Honestly, it is not as if my write-up is borne out of sentiments. I could recall some years ago, I had written an article on how to salvage the image of the Nigerian Police. I did it out of compassion and the realities of their state of welfare. As a writer and member of the pen fraternity, I am obliged to comment on issues unbiased. Service providers anywhere, especially in this profession, owe members of the public objectivity and credibility in their reportage. Nothing less than that!
I was glad when the Rivers State Council of the Nigeria Union of Journalists(NUJ), in its recent congress meeting, expressed bitterness over the repeated attacks on its members. I doff my cap for the council on how it has resolved, after a long deliberation, to address the ugly trend in the state to forestall recurrence. Perhaps, it would be proper to let the Police and other members of the public, probably they do not know, to know that what they may feel would pain journalists, makes catching headlines for them.

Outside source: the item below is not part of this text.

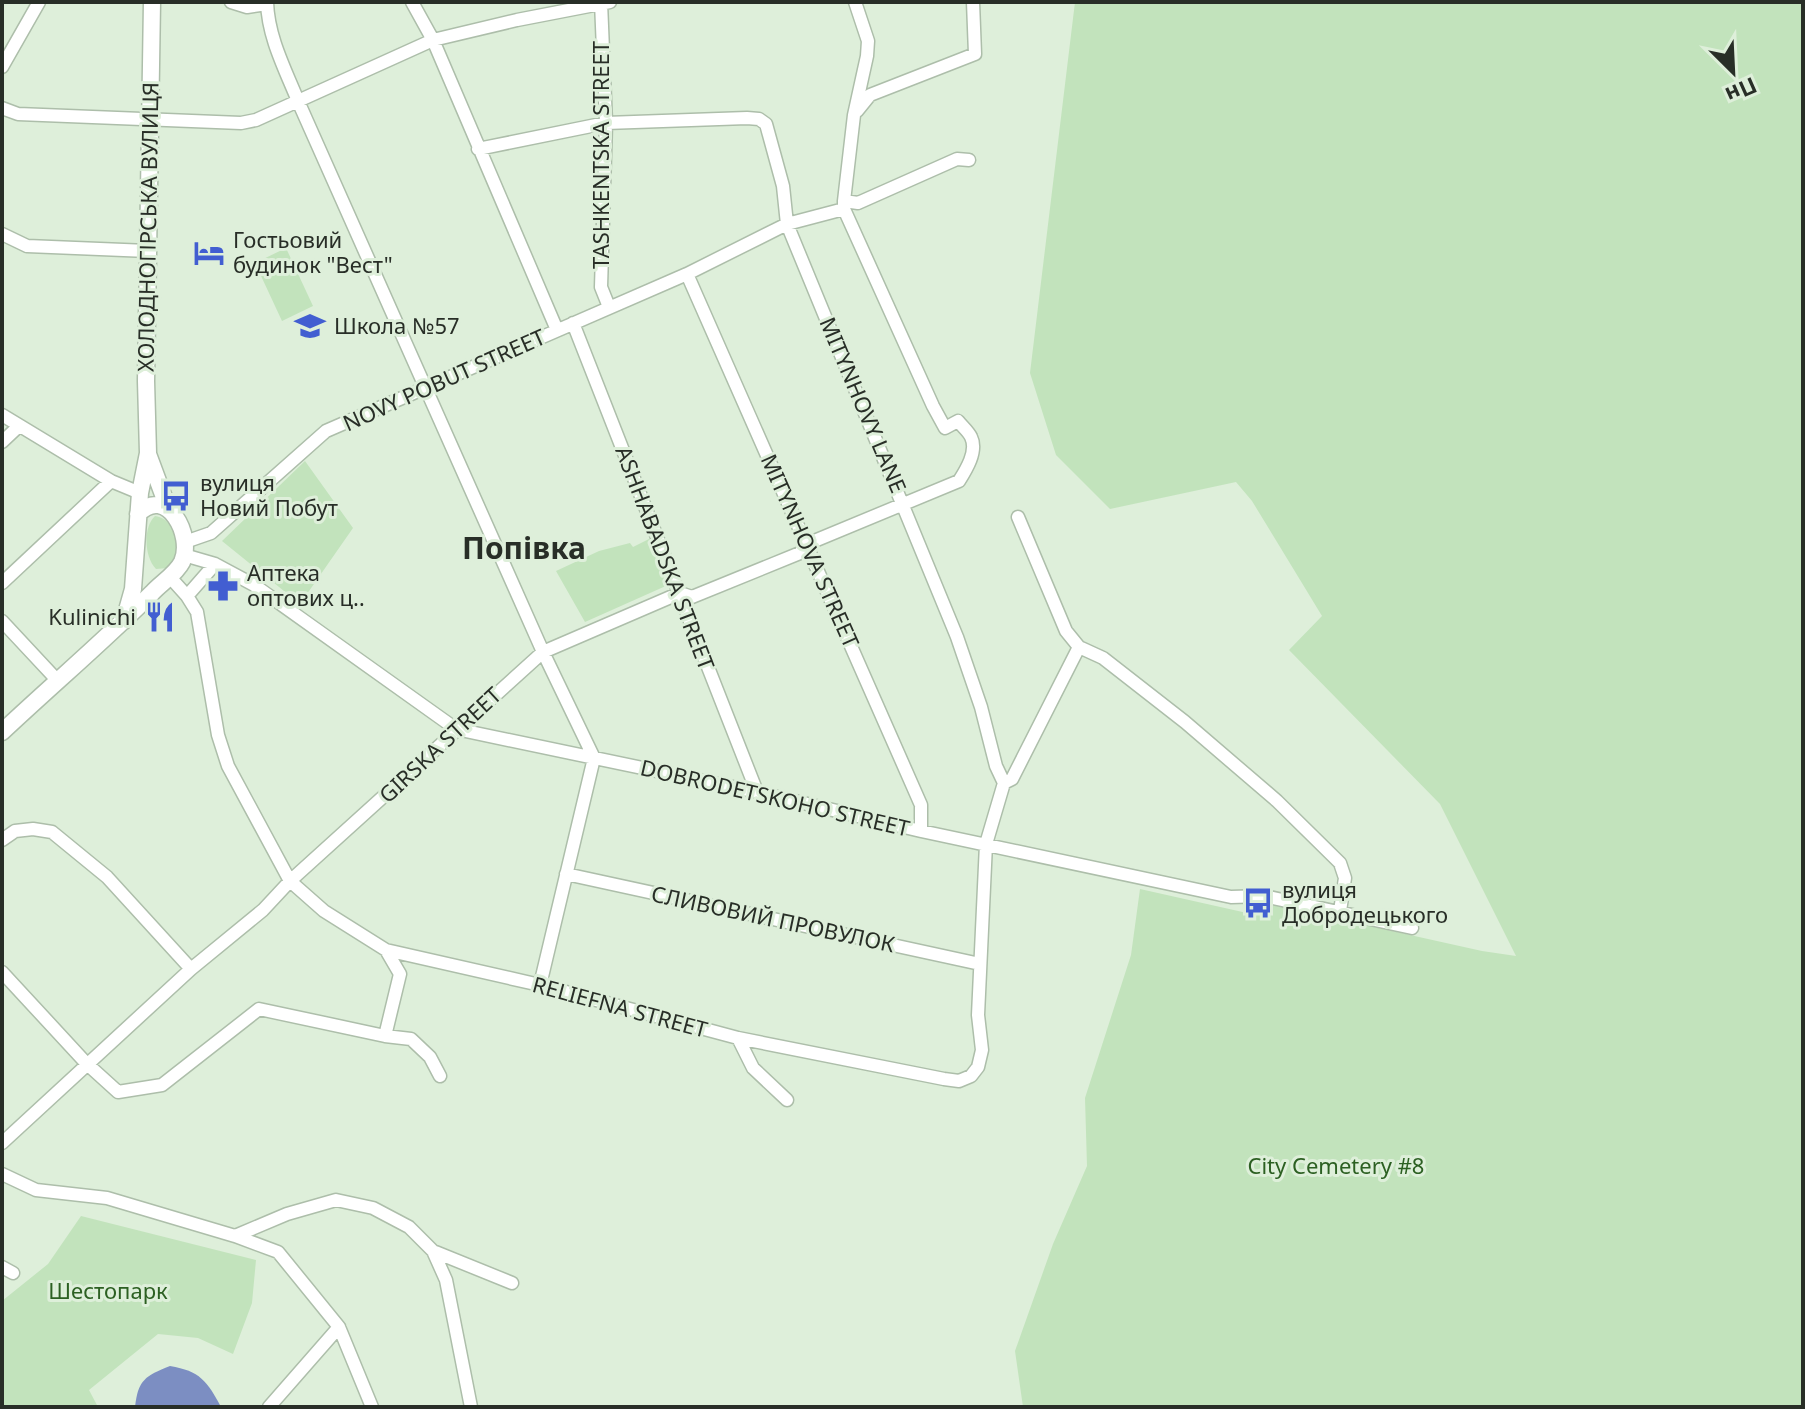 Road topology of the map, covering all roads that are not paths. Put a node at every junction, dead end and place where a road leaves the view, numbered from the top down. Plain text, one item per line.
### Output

From records, Police authority treat reports affecting their men with lacklustre attention. If it is not said in a plain language that no amount of intimidation, humiliation or brutality can stop the effectiveness and efficiency of the Press, security operatives would not come to their senses to appreciate the role of the Press in nation building. Challenges would rather make journalists be dogged in their jobs.
I have to state that any organization that disdains the Press would be heading for the rock. If Press decides to blacklist any government, or an institution, it is when it would dawn on it how powerful a N20.00 biro is in the hand of a journalist. So, the earlier the Police re-orientate their conception about the Press, the better for them and the society. To the best of my knowledge, the Press cannot and will not attempt to present the Police or any security institution different from how it is or they are. It is quite unfortunate that most a time, our reports are being misconstrued, especially when the stories affect those who probably feel that the Press should give them cover. That is unethical which no genuine journalist would want to be associated with.
Summarily, what is existing between the Police and Journalists is what a former USA president, Thomas Jefferson, said about friendship. That, “An injured friend is the bitterest of foes.” Police and Journalists should try to accommodate themselves as nobody is an island. For societal development to thrive, it cannot be done independently.